One example of an abrupt change in military policy included in the reconciliation bill is the creation of the “Golden Dome” missile defense program proposed by President Donald Trump. Senate Arms Services Committee Chairman Roger Wicker (R-MS) explicitly describes 25 billion dollars of the funds in the reconciliation bill as a “down payment on Golden Dome” — a program that didn’t exist when the FY 2025 NDAA was enacted on December 23 of last year

In the words of Cameron Tracy, research scholar at the Berkeley Risk and Security Lab, “it represents a broad mission shift.” This shift has already provoked alarm from Russia and China, who in a joint statement called the plan “deeply destabilizing.”

Sidestepping Oversight

The president certainly has a role to play in defense policy, but so does Congress. And the typical defense budgeting process provides much of the infrastructure needed for Congress to play its constitutionally mandated oversight role in foreign policy. In particular, the formal budget process provides members of Congress extensive access to military leadership so they can ask questions to inform the budget, which will help shape military and foreign policy. 

The role of bipartisan, informed oversight is a critical part of the authorization and appropriation process. It is particularly necessary this year, given that both the chairman of the Joint Chiefs of Staff and the chief of naval operations began their tenures after the FY 2025 NDAA was enacted. The chairman, in particular, normally provides continuity across presidential administrations: Their four-year term begins October 1 of odd years. It’s important for Congress to have a chance to meet with these leaders when policies as significant as nuclear defense go through dramatic changes.

If Congress is going to fulfill its constitutional duty to oversee the Defense Department’s policies as well as its purse, it must return to regular and timely negotiation of the National Defense Authorization Act.

Passing a defense budget is a big job, and it generally takes almost nine months and a total of twenty subcommittees to create and pass the authorization and appropriations acts. These aren’t small documents: Last year’s NDAA was nearly 800 pages, and the Department of Defense Appropriations Act another 60. The time it takes to pass them gives members of both parties the use of committee staffs to address the many questions raised by the many challenges associated with safeguarding our country. 

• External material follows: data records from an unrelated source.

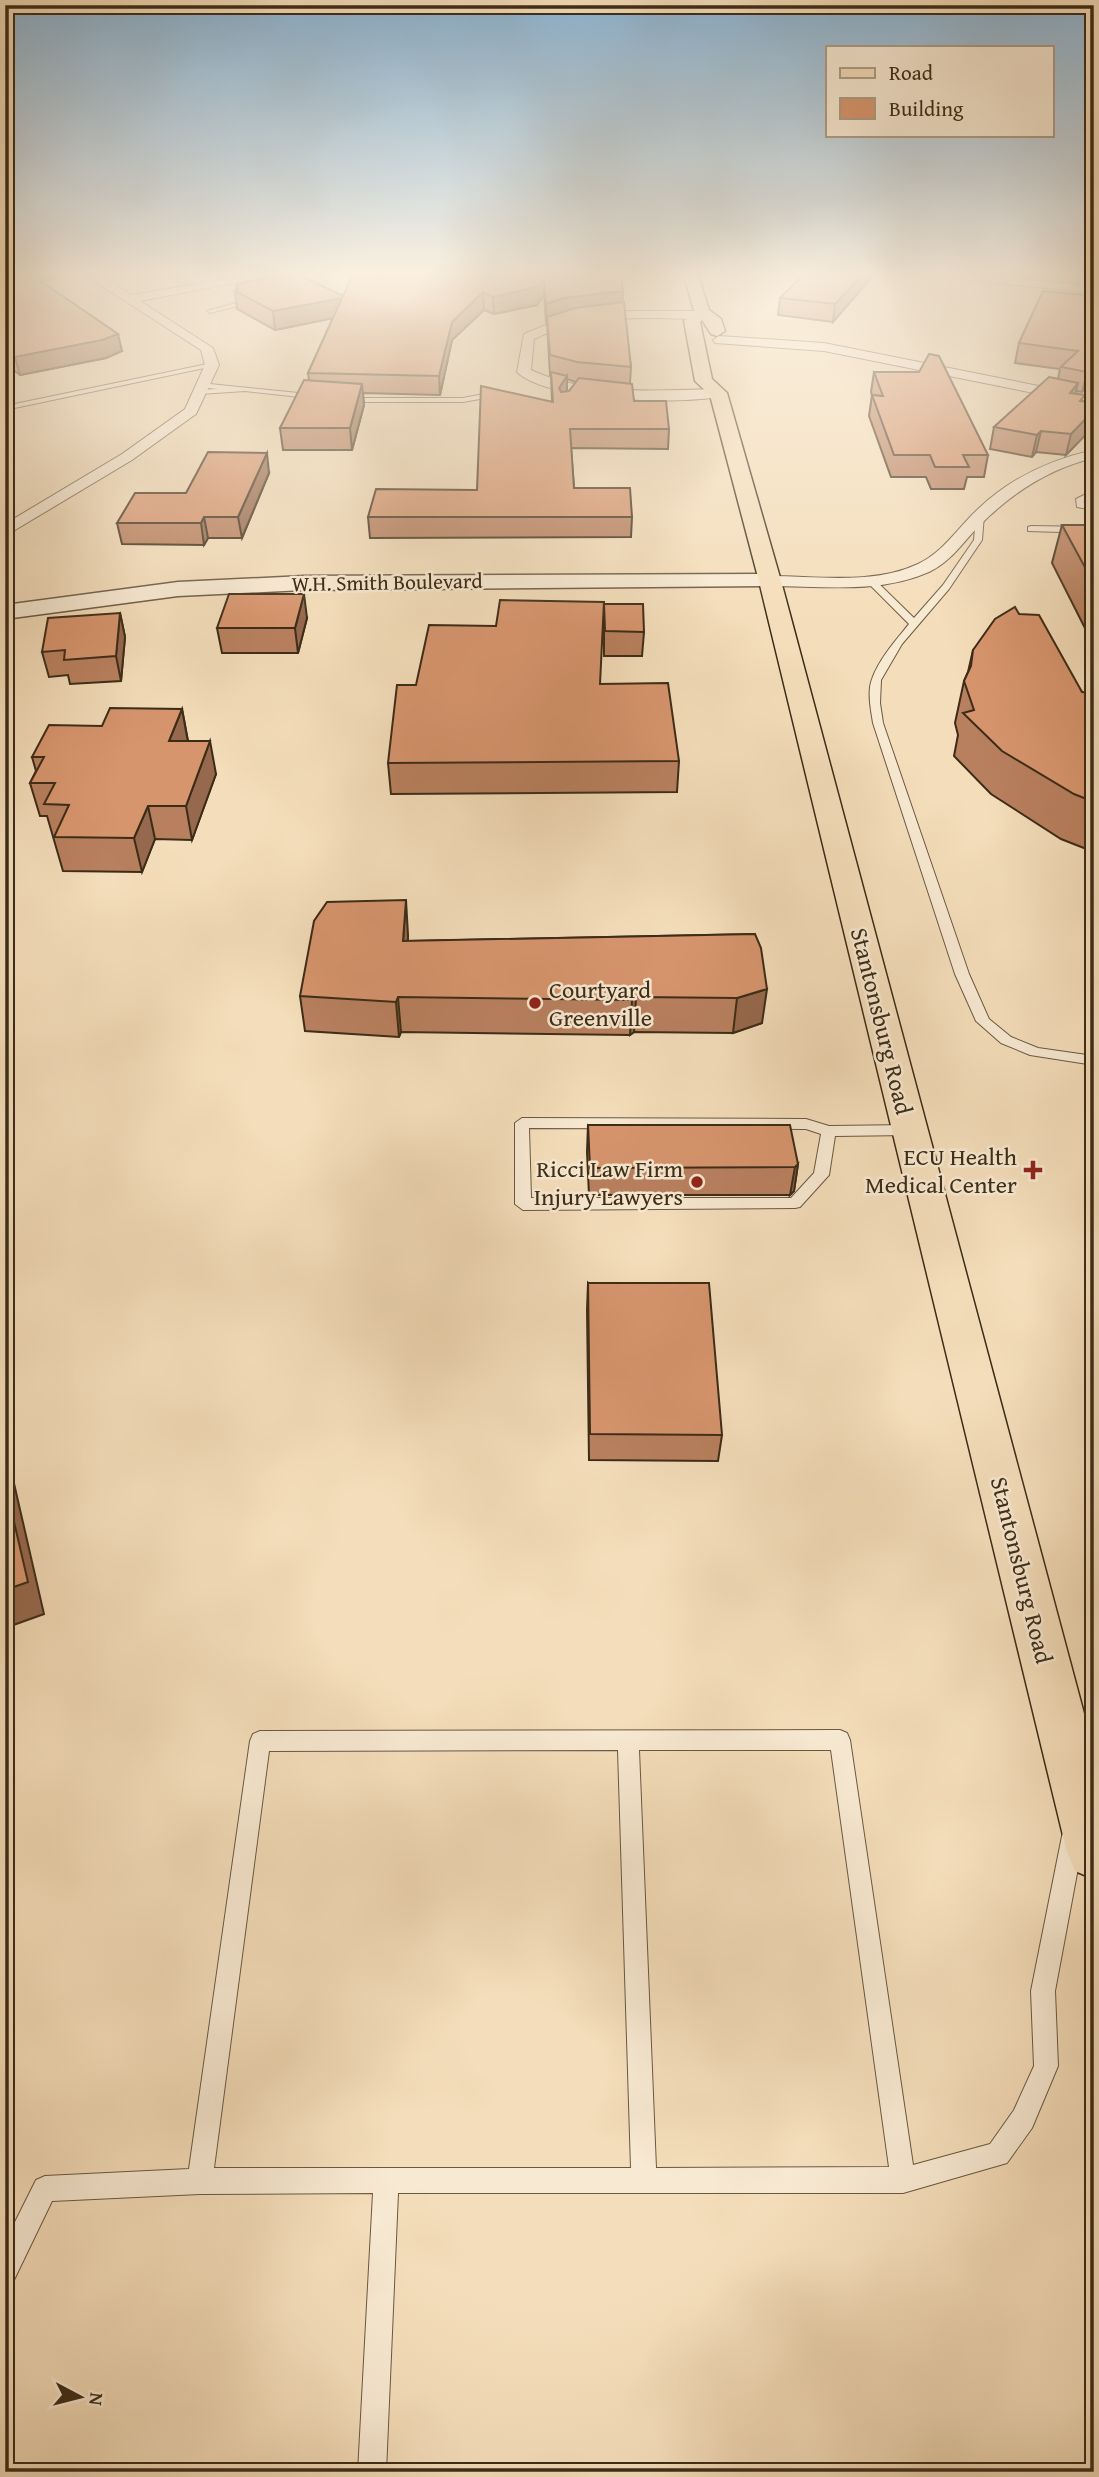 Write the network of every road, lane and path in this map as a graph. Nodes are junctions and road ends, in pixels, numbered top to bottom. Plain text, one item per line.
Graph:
1 (89, 391) edge
2 (201, 391) edge
3 (259, 391) edge
4 (505, 391) edge
5 (564, 391) edge
6 (659, 391) edge
7 (726, 391) edge
8 (1042, 391) edge
9 (1094, 401) edge
10 (5, 408) edge
11 (1094, 454) edge
12 (1094, 492) edge
13 (1094, 508) edge
14 (980, 515) junction
15 (1031, 529) dead end
16 (1094, 530) edge
17 (5, 531) edge
18 (870, 580) junction
19 (770, 581) junction
20 (5, 612) edge
21 (915, 623) junction
22 (1094, 1061) edge
23 (910, 1130) junction
24 (829, 1131) junction
25 (628, 1740) junction
26 (1080, 1799) junction
27 (1094, 1853) edge
28 (386, 2180) junction
29 (644, 2180) junction
30 (903, 2180) junction
31 (200, 2181) junction
32 (5, 2271) edge
33 (372, 2472) edge

1 - 10 lane
2 - 17 street
3 - 4 lane
5 - 6 street
7 - 19 main road, Stantonsburg Road
8 - 9 street
11 - 14 street
12 - 13 lane
14 - 18 street
14 - 21 lane
15 - 16 lane
18 - 19 street
18 - 21 lane
19 - 20 street, W.H. Smith Boulevard
19 - 23 main road, Stantonsburg Road
21 - 22 lane
23 - 24 lane
23 - 26 main road, Stantonsburg Road
24 - 24 lane
25 - 29 lane
25 - 30 lane
25 - 31 lane
26 - 27 main road, Stantonsburg Road
26 - 30 lane
28 - 29 lane
28 - 31 lane
28 - 33 lane
29 - 30 lane
31 - 32 lane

The numerous hearings and negotiations among committee members give both parties the opportunity to be heard and to influence the outcome of the final bills. When they do so on time — before the beginning of the fiscal year these bills cover — it gives the Defense Department a full year to carry out that guidance and to spend the money relatively efficiently.

An Alarming Precedent

Given the complexity and high stakes, it’s surprising how unified Congress has been around the Pentagon budgeting process — especially the NDAA. To be clear, the process certainly has its problems. But shifting to a less transparent, more partisan process won’t make it better. Since FY 1962, the NDAA has never failed to pass, and for at least the last quarter century, always with a filibuster proof majority. The majority party, of course, has greater influence than the minority party, but it’s hard to make the argument that the minority party has ever been steamrolled, nor that the majority party stymied by a filibuster. In short, the NDAA is a rare example of the legislative branch rising above partisanship and getting the job done. 

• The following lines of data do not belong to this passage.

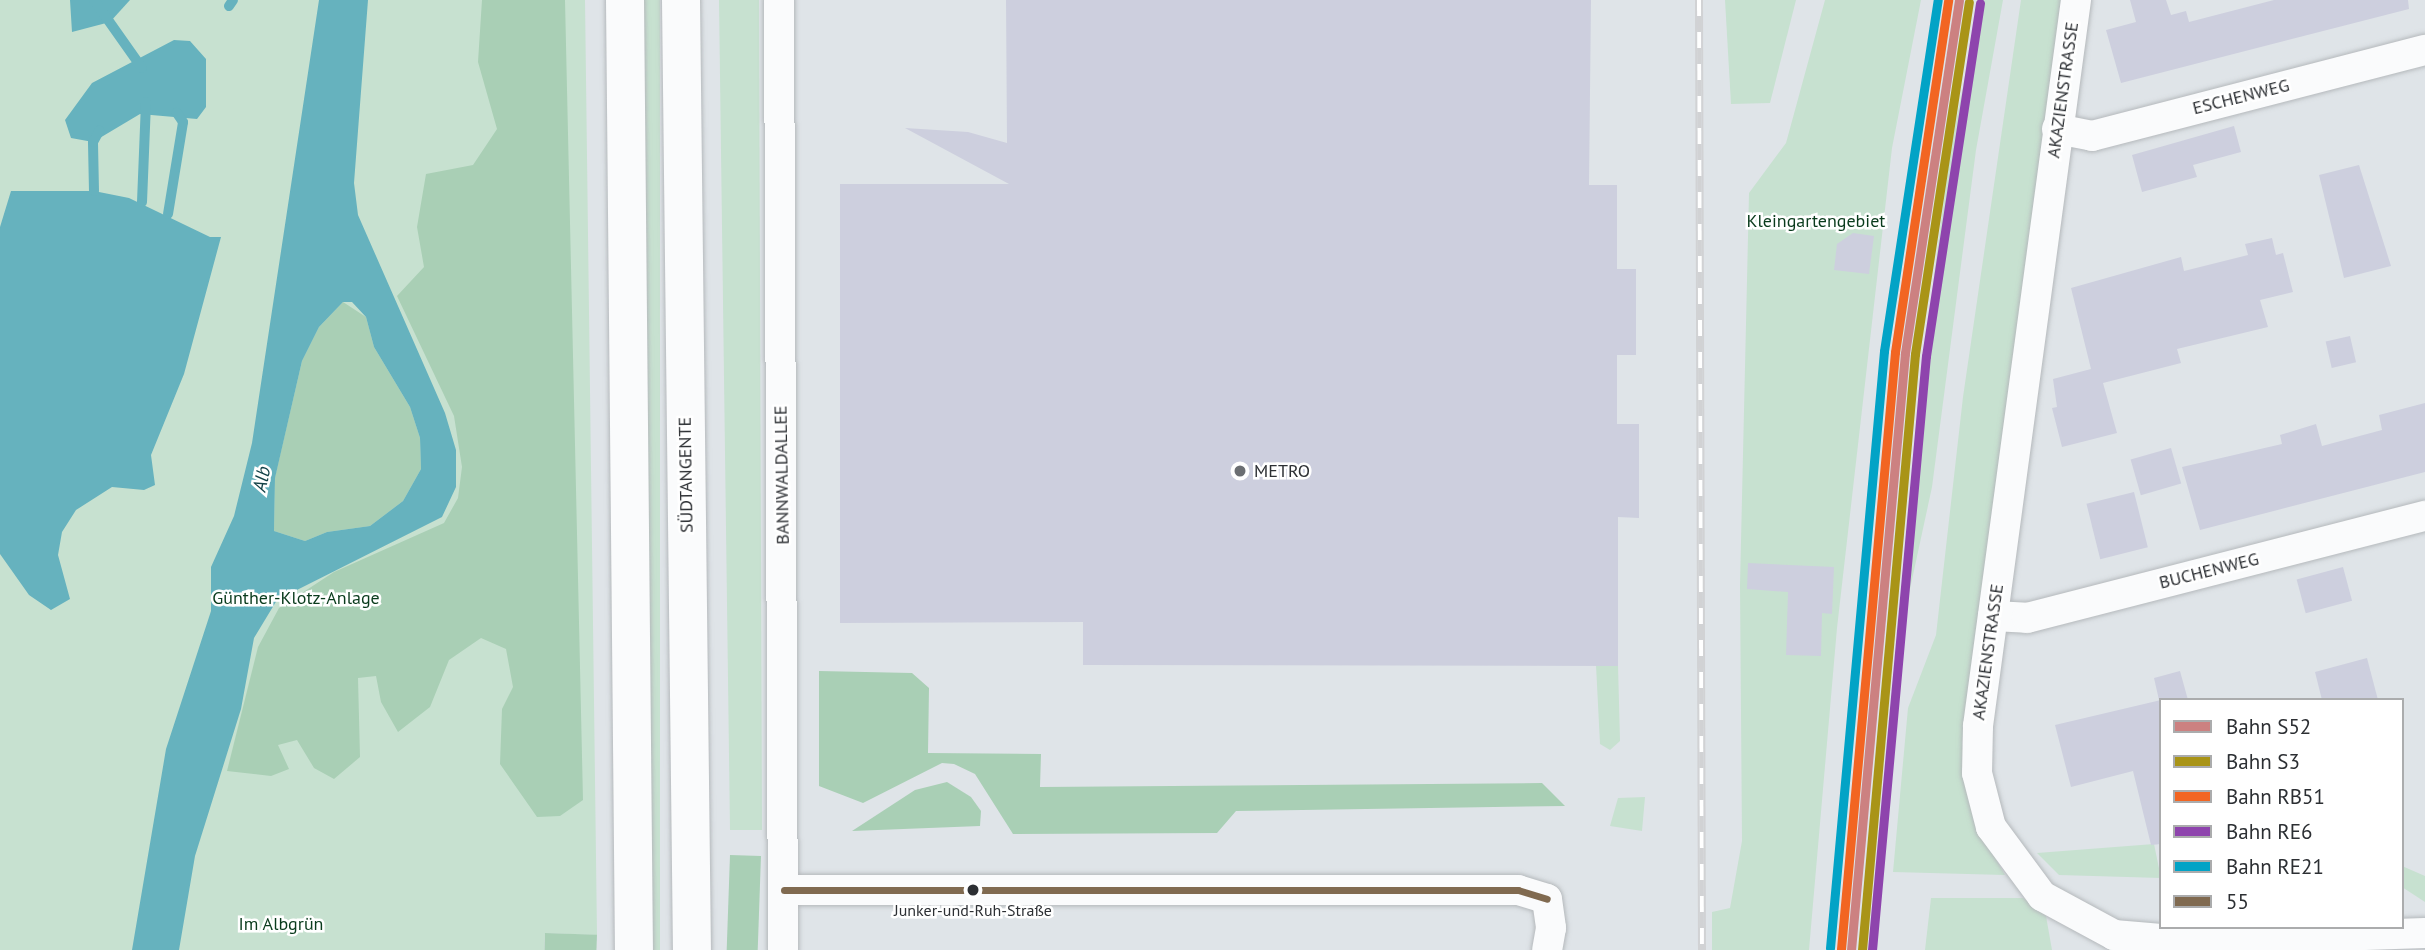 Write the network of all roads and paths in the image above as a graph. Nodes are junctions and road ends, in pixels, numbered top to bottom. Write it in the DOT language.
graph roads {
  1 [pos="625,0"];
  2 [pos="681,0"];
  3 [pos="779,0"];
  4 [pos="2076,0"];
  5 [pos="2425,50"];
  6 [pos="2057,129"];
  7 [pos="2425,516"];
  8 [pos="1993,616"];
  9 [pos="784,890"];
  10 [pos="2425,933"];
  11 [pos="634,950"];
  12 [pos="692,950"];
  13 [pos="783,950"];
  14 [pos="1547,950"];
  1 -- 11 [label="highway"];
  2 -- 12 [label="highway, SÜDTANGENTE"];
  3 -- 9 [label="street, BANNWALDALLEE"];
  4 -- 6 [label="street, AKAZIENSTRASSE"];
  5 -- 6 [label="street, ESCHENWEG"];
  6 -- 8 [label="street, AKAZIENSTRASSE"];
  7 -- 8 [label="street, BUCHENWEG"];
  8 -- 10 [label="street, AKAZIENSTRASSE"];
  9 -- 13 [label="street, BANNWALDALLEE"];
  9 -- 14 [label="street"];
}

After the last Congress passed the FY 2025 NDAA, the 119th Congress is effectively asking for a “do over” through reconciliation on spending that should have been settled nearly nine months ago. This represents what some House Democrats have called “a partisan budget reconciliation gimmick.”

If Congress is going to fulfill its constitutional duty to oversee the Defense Department’s policies as well as its purse, it must return to regular and timely negotiation of the National Defense Authorization Act. It must pass both the NDAA and the appropriations act for FY 2026, ideally by September 30, 2025, and avoid using reconciliation or otherwise bypassing the statutorily required work of defense budgeting. 

Then, the real progress toward defense reform and policy development can begin.